Catch and Continue @ Apache Chemistry

20 Feb

Guideline #14 is “Never Catch and Continue” referring to the bad habit of catching an exception and then continuing processing as if nothing ever happened.  I ran across some particularly bad examples in the example code at one of the Apache projects.  This is an example of what NOT to do.

The Adobe Chemistry project is an API for accessing CMIS repositories.  The API looks to be properly constructed at least at the basic level.  However they use particularly bad examples on the “OpenCMIS Client API Developer’s Guide.”  They offer this as an example of a piece of code on how to use their API:

     final String textFileName = "test.txt";
     System.out.println("creating a simple text file, " + textFileName);
     String mimetype = "text/plain; charset=UTF-8";
     String content = "This is some test content.";
     String filename = textFileName;

     byte[] buf = null;
     try {
         buf = content.getBytes("UTF-8");
     } catch (UnsupportedEncodingException e) {
     ByteArrayInputStream input = new ByteArrayInputStream(buf);
     ContentStream contentStream = createContentStream(filename,
             buf.length, mimetype, input);

In the middle you see the classic catch and continue pattern.  The getBytes method is defined to throw an Unsupported Encoding Exception when you pass in a name of an encoding that it can not recognize.
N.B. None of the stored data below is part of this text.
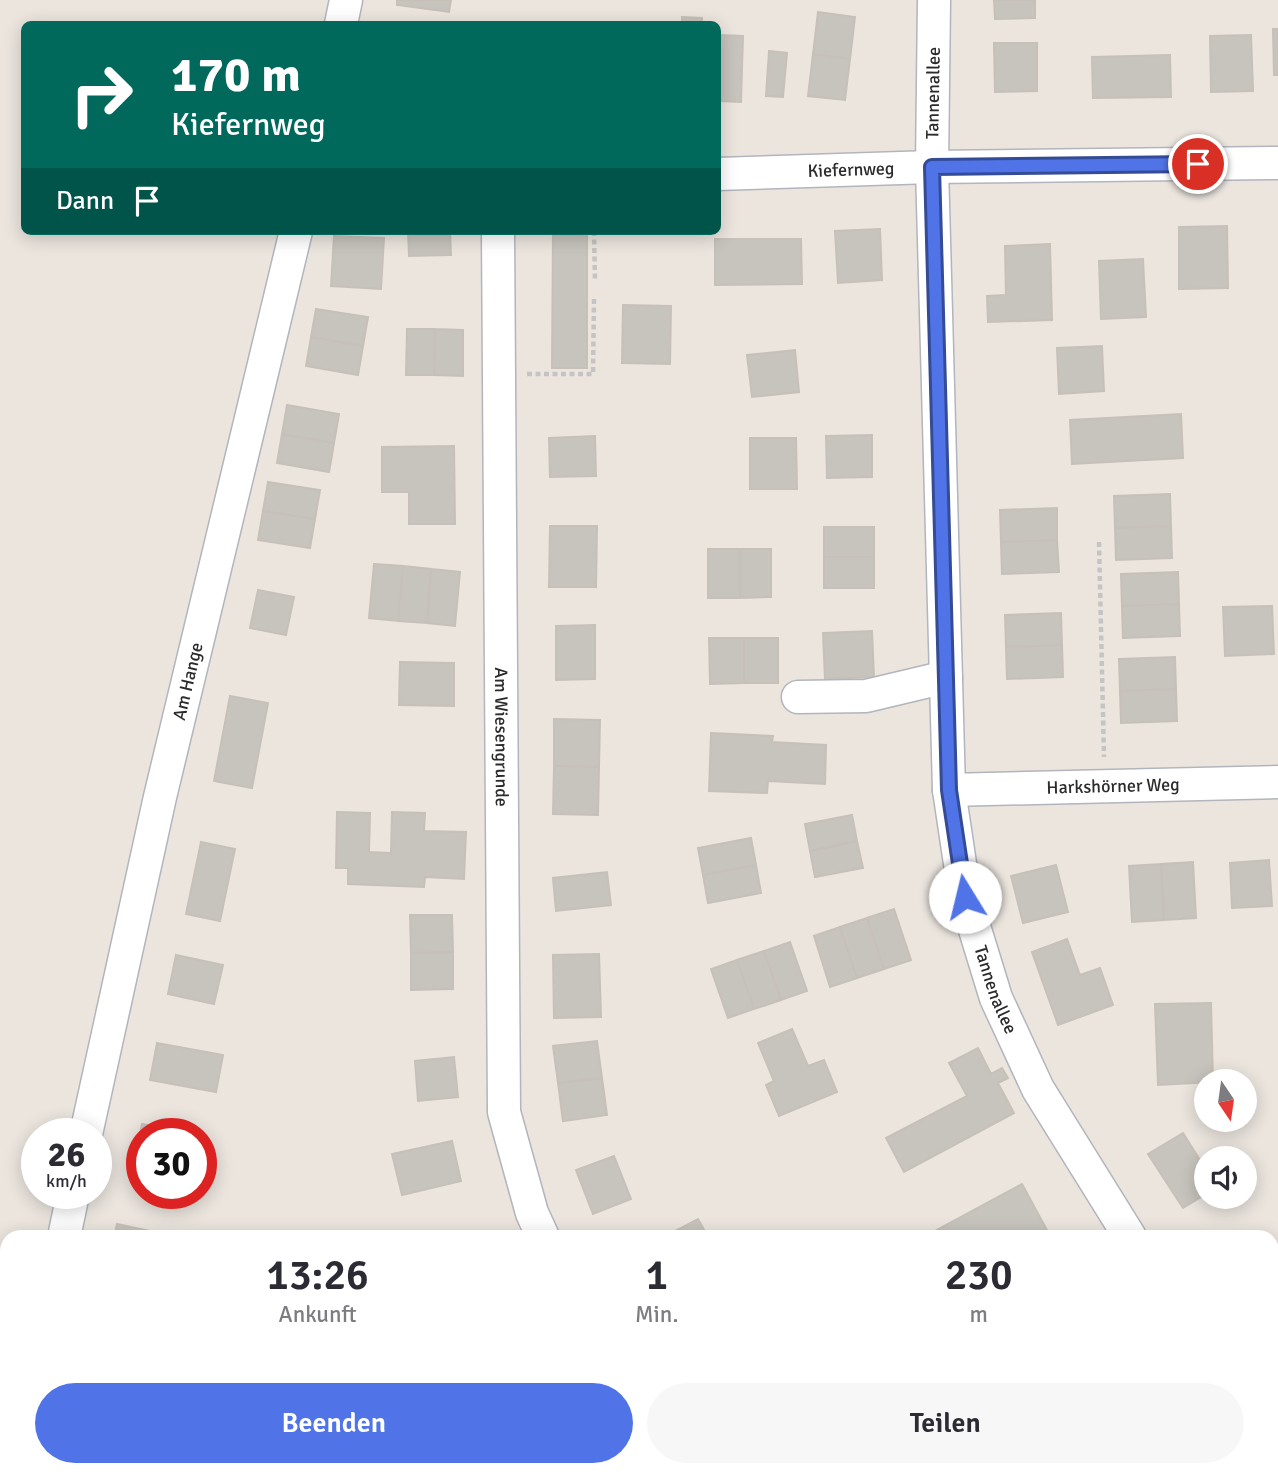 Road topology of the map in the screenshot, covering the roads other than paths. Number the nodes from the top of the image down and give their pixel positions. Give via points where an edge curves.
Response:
1 (346, 0) edge
2 (934, 0) edge
3 (342, 21) edge
4 (1278, 163) edge
5 (932, 167) junction
6 (721, 174) edge
7 (295, 235) edge
8 (498, 235) edge
9 (946, 677) junction
10 (798, 697) dead end
11 (1278, 782) edge
12 (949, 790) junction
13 (90, 1118) edge
14 (71, 1209) edge
15 (66, 1230) edge
16 (539, 1230) edge
17 (1126, 1230) edge

1 - 3 street
2 - 5 street, Tannenallee
4 - 5 street, Kiefernweg
5 - 6 street, Kiefernweg
5 - 9 street, Tannenallee
7 - 13 street, Am Hange via 160,797
8 - 16 street, Am Wiesengrunde via 504,1112
9 - 10 street via 866,696
9 - 12 street, Tannenallee
11 - 12 street, Harkshörner Weg
12 - 17 street, Tannenallee via 965,897 996,998 1038,1089
14 - 15 street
IF an exception is thrown, the catch will catch it, print out a stack trace, and then continue with a null value!  The thing to remember is that if an exception was thrown, then the variable buf will not be set, and it will still be null.  The next statement constructs a ByteArrayInputStream on this null value, and the statement after that attempts to de-reference the pointer to get the length field of the object.  If the constructor does not throw an exception, this de-reference will cause a null pointer exception.

What this code achieves is the conversion of a meaningful exception (about the character encoding) into a non meaningful one (null pointer exception).   By continuing execution of the code, you risk producing multiple error messages.  Continuing to process after receiving an exception means that you continue to use of CPU time and stack memory when part of your data is missing.  This is risky because it is very difficult to predict what the following code will do in this situation.  The following code might update a persistent database with the wrong values.  To test this properly you have to cause an unexpected exception in the code, and that is exceedingly difficult.  The fact is that running this code after an exception is essentially never done, and therefor extremely risky (in general) to allow to happen.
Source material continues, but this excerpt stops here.